Матвеич оделся, махнул рукой, - Добра вам! – Накинул худенький тулупчик и вышел.
***
Еще некоторое время женщины молчали. Похлебка остыла, Катюля начала доедать холодную. У Саши в тарелке было нетронуто – она не успела, так как кормила Альку.
Она вздохнула и стала сливать остывшую похлебку в глиняную посуду, что в печь ставить.
Все наблюдали за ее действиями, думая о происходящем. Женя подала голос:
- Дура ты, Сашка!, Как есть – дура! Такой мужик к ней ходит, а она…
- Перестань, мама, сколько можно! У меня муж есть и ничего слушать не хочу!
Женя вздохнула, с жалостью глядя на Сашу.
Катюля собирала тарелки и начала мыть их, в большой миске. Для этого она достала из печи чугунок с горячей водой и плеснула ее в миску. Бросила туда чуть сухой горчицы, запасы которой, казалось, в семье были неиссякаемы, также, как мускатного ореха. Все уже довоенное позаканчивалось, а горчица, сода и мускатный орех в хозяйстве были.
Только, много их не съешь!
- Ты, Сашка, завтра, как встанешь, Берфу покорми и в сенях привяжи. А то она дождется, пока Альку будешь спать днем класть и опять в лес убежит. Так ты заранее ее отлови. Дашь ей опорожниться и сразу. Поняла?
- Что ж я, дура, что ли?
- Ну, ладно, ты не егози. А молодец какой, председатель-то наш. У него ж тоже пес на цепи. Да породистый. Овчарка, как – никак.
- Так может, у него-то не заберут?
- Может.
- Где же потом люди собак возьмут?
- Так, Берфа родит.
- От кого ей рожать, если всех вывезут? Сильно Сашка нарожала без мужа?
- Ой, молчи!
Диалог между Женей и Катюлей Саша слушала спиной, - ставила в печь похлебку подогреть. Думала, что ее никто не видит и вышла в сени, а потом – на улицу.
- Опять плакать пошла.
- А чего ты опять?
- А , чо ж не опять. Все время в голове. Куда же деться?
- О-о-х! Мука одна!
Сестры поглядели на Альку. Он все это время сидел тихо, только смотрел то на бабушку, то на Катюлю.
- Видишь, Алька, какая Берфа ценная , - берегут ее для главного удара. Небось потом возьмут, чтоб Гитлера ихнего за попу укусила. Сейчас на ежах колючих налОвчиться, а потом и главного ихнего сможет, а ты ей поможешь!
- Конечно помогу, Катя, я уже большой и знаю, как воевать! Берфа его грызть будет, а я возьму большую палку, - толстую, какую только поднять смогу, и его по башке ударю. Сильно – сильно. Чтоб знал!
Женщины смотрели на мальца,- как в этот момент изменилось его лицо, повзрослело сразу, губы стончились и стали так похожими на отцовские, - Жив иль нет? Доведется увидеть ли еще, нет ли? А живое напоминание Ивана собирается Гитлера побить! И смех и слезы, которые женщины сдерживали с трудом,- пытались улыбаться.
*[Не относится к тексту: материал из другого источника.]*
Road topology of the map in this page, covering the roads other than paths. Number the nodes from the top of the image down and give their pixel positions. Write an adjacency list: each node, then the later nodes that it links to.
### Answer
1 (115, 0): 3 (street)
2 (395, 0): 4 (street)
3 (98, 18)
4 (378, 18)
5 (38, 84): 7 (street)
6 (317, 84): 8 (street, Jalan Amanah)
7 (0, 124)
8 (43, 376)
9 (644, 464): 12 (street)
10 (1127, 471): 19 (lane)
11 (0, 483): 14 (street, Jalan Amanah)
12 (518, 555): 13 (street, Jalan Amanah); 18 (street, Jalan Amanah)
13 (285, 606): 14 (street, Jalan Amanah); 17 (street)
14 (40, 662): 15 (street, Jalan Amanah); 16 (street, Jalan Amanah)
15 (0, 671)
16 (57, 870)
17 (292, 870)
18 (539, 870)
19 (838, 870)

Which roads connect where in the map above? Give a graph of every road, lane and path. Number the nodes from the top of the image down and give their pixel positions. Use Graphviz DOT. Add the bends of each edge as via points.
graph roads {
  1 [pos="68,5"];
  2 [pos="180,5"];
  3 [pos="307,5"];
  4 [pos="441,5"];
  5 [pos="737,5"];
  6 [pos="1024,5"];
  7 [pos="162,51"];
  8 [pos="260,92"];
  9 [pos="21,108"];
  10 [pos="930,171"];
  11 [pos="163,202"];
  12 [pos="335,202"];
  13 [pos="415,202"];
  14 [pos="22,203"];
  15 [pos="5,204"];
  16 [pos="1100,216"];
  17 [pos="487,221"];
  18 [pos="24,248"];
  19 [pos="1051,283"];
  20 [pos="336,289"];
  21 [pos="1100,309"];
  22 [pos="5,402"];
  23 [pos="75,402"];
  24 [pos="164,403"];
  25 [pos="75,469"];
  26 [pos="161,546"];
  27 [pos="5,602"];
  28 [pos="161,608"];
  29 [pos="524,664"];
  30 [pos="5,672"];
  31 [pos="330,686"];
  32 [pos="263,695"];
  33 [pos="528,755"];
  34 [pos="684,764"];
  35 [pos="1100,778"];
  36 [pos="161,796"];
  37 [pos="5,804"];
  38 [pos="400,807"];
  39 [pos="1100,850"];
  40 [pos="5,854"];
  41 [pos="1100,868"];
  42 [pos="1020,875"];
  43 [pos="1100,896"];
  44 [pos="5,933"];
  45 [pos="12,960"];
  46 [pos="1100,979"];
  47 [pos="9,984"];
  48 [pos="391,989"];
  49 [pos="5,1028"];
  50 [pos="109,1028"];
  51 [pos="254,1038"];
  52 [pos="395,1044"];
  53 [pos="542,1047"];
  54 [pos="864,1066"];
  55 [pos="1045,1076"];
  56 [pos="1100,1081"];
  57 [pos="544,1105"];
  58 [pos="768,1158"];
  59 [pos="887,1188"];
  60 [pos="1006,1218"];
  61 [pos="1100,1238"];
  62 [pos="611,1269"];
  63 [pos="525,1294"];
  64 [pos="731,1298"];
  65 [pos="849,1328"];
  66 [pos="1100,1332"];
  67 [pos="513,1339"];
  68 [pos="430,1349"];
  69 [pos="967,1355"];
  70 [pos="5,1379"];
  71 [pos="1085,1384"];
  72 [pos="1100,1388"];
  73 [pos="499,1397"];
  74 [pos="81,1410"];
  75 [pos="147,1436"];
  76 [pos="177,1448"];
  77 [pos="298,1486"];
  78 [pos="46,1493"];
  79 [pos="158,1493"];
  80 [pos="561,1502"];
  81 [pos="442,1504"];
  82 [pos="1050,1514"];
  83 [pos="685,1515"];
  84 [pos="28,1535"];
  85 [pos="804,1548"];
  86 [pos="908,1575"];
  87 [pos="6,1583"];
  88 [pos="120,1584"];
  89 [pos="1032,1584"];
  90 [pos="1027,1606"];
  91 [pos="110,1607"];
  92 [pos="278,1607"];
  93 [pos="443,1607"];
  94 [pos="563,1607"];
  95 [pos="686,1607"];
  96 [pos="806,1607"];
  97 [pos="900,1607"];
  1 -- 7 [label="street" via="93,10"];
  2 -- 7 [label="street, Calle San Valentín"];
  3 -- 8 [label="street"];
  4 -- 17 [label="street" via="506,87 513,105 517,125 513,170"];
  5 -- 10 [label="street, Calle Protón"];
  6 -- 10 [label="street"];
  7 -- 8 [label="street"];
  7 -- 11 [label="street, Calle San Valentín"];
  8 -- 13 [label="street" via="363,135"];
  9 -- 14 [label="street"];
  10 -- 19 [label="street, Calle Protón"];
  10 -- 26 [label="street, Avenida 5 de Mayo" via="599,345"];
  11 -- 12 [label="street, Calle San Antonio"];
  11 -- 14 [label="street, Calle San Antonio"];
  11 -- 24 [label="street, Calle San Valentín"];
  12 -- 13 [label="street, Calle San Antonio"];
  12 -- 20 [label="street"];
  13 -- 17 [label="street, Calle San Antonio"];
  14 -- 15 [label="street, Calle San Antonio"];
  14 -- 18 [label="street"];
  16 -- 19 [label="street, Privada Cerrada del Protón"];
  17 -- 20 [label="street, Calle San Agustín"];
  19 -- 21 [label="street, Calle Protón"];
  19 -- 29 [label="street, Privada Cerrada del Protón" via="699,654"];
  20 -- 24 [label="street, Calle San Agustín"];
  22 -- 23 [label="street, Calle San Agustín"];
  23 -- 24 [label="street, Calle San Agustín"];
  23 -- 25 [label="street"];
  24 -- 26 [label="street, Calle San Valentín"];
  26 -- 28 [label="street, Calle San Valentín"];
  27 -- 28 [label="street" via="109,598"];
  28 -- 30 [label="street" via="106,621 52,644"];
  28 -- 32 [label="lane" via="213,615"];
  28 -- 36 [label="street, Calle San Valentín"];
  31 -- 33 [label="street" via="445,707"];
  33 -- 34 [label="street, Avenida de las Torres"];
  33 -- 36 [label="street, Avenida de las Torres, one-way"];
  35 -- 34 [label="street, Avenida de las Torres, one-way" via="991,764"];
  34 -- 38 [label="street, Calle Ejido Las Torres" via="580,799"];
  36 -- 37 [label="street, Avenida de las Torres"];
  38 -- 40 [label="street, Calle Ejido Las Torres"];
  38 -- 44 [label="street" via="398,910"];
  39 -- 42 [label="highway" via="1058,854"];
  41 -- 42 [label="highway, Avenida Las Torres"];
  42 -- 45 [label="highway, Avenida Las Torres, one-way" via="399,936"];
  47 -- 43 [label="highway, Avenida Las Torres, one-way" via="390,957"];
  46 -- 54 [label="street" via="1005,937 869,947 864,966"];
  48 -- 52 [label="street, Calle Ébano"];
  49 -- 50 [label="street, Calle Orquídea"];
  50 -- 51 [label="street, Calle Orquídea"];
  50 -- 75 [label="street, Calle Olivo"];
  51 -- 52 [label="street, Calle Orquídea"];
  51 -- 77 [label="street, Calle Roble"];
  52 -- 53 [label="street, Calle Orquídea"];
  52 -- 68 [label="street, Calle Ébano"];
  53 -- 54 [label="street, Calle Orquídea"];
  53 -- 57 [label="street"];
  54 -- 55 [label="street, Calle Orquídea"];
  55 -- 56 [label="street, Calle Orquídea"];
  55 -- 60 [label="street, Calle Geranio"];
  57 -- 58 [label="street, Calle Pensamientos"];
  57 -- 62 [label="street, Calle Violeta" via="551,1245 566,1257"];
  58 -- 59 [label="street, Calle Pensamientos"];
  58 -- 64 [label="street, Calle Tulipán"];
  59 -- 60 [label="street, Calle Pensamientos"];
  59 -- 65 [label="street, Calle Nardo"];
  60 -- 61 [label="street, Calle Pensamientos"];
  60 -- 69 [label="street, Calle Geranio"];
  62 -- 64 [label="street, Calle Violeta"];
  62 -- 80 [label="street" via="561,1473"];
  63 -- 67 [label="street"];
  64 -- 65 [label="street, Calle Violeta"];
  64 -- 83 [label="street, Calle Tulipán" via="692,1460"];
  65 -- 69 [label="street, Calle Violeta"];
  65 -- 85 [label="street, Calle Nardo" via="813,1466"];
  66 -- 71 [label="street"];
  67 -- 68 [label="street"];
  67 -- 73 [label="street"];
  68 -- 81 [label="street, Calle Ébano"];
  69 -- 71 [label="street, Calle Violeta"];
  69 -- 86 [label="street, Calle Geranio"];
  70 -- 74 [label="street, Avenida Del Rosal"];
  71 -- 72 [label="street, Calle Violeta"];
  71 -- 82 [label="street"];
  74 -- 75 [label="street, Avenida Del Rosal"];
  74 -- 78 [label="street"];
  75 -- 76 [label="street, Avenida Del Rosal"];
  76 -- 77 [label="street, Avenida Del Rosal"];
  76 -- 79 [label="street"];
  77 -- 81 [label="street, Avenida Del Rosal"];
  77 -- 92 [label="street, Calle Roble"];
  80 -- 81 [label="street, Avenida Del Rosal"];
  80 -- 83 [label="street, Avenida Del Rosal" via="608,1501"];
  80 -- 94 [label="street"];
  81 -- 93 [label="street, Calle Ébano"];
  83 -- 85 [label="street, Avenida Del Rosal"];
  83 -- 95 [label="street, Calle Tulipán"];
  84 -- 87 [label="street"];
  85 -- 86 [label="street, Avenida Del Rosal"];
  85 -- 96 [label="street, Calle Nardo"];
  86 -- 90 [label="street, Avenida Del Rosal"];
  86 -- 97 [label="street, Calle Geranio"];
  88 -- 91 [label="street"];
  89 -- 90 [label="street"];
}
Наутро, все сделали, как надо. Берфа гостила в доме, - в сенях. Привязывать ее не стали,- она и так, как понимая момент, лежала на соломе, что заботливо подстелила ей Саша.
Алька, взяв у печки чурбачок. Чтобы было удобней, расположился рядом,- гладил ее по голове и говорил:
- Лежи, Берфа, лежи. Мы тебя спрячем, чтоб не забрали. А то приедет грузовик, всех собак соберет и увезет с Гитлером сражаться. А потом мы пойдем, тоже. И ты его за попу ка-ак укусишь, что он сразу упадет. А я подойду и палкой его, палкой! И папа наш домой придет сразу. Алька замолчал. Собака из-под детской руки между своих ушей, пыталась поймать Алькин взгляд. Мальчик задумался. Потом посмотрел на Берфу, - И мама станет веселая, да Берфа?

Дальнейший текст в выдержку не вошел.